WORK REQUEST: From the records that follow, copy every line that contains the word "Orestes".

RECORDS FOR THE EXERCISE:

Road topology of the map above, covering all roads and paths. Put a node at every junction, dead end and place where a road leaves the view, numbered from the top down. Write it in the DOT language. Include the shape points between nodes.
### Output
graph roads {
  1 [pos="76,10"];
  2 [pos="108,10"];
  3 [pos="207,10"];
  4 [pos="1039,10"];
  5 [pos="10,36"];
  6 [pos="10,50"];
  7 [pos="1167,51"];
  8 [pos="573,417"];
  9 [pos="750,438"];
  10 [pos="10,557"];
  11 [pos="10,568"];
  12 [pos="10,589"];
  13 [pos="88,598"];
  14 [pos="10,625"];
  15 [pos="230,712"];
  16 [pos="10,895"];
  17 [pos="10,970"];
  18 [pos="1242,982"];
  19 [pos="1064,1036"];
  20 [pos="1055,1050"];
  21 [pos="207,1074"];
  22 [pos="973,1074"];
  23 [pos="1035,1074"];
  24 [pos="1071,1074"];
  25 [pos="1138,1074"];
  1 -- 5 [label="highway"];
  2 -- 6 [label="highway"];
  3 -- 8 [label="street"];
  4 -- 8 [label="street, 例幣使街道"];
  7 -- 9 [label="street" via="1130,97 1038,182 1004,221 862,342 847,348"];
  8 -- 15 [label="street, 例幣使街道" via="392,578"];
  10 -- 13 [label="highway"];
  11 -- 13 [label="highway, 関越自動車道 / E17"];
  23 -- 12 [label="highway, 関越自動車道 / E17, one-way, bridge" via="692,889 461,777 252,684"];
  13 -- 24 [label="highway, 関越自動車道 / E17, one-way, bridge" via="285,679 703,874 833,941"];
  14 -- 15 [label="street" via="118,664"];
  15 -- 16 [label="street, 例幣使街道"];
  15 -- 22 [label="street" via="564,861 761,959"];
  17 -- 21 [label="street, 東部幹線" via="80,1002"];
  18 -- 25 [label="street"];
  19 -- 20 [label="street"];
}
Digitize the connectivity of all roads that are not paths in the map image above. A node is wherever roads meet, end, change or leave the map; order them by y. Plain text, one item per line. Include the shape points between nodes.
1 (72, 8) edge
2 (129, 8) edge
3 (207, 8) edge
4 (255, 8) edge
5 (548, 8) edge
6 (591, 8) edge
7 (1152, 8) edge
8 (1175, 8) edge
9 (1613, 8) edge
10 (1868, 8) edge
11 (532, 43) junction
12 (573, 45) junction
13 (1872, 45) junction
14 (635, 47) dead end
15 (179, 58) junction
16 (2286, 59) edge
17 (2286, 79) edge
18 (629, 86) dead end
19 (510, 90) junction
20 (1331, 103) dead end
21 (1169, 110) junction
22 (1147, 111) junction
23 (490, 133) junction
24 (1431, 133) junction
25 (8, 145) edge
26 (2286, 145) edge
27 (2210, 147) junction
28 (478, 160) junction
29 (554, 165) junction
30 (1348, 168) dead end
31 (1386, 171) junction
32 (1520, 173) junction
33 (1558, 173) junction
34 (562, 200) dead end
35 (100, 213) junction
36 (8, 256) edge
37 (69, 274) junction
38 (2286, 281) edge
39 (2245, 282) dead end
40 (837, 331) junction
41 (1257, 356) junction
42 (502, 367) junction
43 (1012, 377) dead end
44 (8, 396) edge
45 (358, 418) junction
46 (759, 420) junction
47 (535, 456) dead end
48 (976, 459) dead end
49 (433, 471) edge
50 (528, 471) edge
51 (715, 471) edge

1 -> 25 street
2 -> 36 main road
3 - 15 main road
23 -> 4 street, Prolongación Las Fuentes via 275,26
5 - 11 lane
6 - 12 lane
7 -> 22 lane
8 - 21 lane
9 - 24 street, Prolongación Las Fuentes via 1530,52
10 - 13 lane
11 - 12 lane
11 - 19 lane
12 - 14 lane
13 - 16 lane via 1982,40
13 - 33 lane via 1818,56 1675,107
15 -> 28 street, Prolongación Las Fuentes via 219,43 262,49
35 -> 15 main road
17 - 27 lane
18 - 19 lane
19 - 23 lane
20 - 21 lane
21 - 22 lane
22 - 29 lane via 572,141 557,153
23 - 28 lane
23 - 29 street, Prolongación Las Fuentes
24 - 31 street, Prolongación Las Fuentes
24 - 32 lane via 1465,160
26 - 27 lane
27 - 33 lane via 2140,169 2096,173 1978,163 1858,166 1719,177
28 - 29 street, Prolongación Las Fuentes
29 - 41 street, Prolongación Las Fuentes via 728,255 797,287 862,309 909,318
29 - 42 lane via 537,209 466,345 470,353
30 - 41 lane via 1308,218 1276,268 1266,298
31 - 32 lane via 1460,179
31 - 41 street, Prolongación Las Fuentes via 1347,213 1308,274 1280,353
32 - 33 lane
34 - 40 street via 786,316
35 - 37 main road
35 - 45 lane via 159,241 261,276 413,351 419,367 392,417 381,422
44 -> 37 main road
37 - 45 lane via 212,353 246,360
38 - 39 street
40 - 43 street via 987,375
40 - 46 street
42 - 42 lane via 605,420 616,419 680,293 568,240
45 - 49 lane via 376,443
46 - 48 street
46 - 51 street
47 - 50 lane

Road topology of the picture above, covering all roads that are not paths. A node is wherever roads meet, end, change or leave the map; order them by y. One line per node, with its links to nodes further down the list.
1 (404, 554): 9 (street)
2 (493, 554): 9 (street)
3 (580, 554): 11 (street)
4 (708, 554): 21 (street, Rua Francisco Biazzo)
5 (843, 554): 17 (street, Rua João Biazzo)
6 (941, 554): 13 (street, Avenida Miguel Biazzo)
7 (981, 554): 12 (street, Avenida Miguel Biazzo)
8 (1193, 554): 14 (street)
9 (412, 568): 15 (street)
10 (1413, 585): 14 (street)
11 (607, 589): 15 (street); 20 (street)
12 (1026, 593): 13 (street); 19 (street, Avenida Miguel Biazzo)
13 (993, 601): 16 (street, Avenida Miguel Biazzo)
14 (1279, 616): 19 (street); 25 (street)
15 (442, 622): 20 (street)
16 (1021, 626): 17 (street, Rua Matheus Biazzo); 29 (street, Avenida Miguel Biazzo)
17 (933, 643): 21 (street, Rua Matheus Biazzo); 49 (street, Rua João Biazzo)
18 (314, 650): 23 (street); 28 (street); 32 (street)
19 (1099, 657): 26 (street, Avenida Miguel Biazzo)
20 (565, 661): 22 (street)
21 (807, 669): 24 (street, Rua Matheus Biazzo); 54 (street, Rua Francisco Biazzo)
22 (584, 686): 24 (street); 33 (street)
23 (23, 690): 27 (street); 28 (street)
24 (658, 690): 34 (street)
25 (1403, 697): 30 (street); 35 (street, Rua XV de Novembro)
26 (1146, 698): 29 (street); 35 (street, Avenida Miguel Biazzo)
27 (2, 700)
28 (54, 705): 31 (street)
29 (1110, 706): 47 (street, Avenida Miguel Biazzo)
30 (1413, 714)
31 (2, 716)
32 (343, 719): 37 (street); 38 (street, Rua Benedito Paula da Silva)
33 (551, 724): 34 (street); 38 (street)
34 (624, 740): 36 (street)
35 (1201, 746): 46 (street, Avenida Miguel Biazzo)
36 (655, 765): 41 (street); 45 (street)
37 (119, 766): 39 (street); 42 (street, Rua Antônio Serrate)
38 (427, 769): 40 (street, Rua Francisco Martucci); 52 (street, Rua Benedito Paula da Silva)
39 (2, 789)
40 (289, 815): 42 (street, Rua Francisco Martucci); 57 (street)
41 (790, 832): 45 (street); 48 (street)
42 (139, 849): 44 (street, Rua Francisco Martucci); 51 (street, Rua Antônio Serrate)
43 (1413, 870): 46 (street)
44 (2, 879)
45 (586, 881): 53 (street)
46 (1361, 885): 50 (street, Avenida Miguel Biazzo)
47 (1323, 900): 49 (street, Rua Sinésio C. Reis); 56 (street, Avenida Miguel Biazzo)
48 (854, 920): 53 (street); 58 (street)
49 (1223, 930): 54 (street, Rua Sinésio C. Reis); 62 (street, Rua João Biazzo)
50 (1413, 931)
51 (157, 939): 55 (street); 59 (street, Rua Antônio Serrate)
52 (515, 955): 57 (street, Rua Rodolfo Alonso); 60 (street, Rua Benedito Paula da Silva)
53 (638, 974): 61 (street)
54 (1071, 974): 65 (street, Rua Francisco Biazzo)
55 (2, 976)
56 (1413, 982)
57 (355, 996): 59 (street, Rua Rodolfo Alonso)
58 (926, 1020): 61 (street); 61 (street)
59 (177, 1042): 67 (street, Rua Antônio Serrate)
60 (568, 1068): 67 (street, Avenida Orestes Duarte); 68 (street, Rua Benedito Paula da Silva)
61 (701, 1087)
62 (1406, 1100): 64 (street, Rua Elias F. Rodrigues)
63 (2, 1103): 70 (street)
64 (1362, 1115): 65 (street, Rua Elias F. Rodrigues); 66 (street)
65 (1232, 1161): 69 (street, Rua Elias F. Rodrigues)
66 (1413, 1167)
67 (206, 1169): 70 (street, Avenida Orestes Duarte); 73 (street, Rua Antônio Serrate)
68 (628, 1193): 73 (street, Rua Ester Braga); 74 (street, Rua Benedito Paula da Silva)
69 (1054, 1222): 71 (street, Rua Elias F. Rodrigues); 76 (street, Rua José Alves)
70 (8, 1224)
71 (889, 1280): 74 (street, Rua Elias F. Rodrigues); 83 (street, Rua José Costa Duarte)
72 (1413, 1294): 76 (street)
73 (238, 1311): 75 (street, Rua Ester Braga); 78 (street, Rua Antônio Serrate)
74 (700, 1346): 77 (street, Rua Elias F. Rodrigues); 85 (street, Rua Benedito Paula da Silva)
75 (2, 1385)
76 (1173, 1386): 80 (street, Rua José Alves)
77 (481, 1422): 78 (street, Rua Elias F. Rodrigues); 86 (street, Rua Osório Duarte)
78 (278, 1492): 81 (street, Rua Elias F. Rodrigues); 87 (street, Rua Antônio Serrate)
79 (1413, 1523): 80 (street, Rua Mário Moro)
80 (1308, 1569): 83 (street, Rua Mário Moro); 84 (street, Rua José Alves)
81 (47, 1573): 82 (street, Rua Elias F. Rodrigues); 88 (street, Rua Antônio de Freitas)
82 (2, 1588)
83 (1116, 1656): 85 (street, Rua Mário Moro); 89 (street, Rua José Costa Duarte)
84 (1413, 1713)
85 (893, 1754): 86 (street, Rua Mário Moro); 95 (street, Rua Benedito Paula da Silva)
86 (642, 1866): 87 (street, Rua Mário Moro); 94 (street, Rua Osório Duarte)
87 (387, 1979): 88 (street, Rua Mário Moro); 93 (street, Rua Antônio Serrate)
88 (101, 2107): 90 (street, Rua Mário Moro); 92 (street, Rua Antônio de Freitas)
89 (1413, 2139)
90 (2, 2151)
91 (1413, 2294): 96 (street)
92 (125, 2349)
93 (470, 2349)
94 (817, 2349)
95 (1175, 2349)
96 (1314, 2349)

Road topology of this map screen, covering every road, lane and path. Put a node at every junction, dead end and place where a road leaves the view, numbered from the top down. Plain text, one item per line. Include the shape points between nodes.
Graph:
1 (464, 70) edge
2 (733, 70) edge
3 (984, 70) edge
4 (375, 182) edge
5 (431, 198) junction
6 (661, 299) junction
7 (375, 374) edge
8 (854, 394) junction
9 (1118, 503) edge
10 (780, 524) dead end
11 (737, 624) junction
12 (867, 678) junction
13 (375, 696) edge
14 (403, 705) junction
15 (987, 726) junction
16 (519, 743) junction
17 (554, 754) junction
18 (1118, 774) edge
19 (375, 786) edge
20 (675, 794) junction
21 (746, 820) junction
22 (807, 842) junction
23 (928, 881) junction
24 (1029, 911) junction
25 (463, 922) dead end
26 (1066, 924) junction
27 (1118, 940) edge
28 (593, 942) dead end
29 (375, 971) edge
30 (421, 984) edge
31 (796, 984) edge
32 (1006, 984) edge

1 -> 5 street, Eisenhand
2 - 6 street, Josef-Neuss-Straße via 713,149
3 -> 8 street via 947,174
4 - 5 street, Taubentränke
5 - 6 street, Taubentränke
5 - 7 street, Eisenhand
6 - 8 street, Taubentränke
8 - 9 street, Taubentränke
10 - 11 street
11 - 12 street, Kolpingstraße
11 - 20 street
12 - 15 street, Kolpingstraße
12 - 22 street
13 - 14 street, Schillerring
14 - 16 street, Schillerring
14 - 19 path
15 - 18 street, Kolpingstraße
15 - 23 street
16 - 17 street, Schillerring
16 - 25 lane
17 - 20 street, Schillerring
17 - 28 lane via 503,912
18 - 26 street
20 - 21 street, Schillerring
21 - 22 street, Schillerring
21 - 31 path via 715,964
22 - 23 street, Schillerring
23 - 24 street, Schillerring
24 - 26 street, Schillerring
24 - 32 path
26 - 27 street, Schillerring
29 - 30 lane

EXPECTED ANSWER:
60 (568, 1068): 67 (street, Avenida Orestes Duarte); 68 (street, Rua Benedito Paula da Silva)
67 (206, 1169): 70 (street, Avenida Orestes Duarte); 73 (street, Rua Antônio Serrate)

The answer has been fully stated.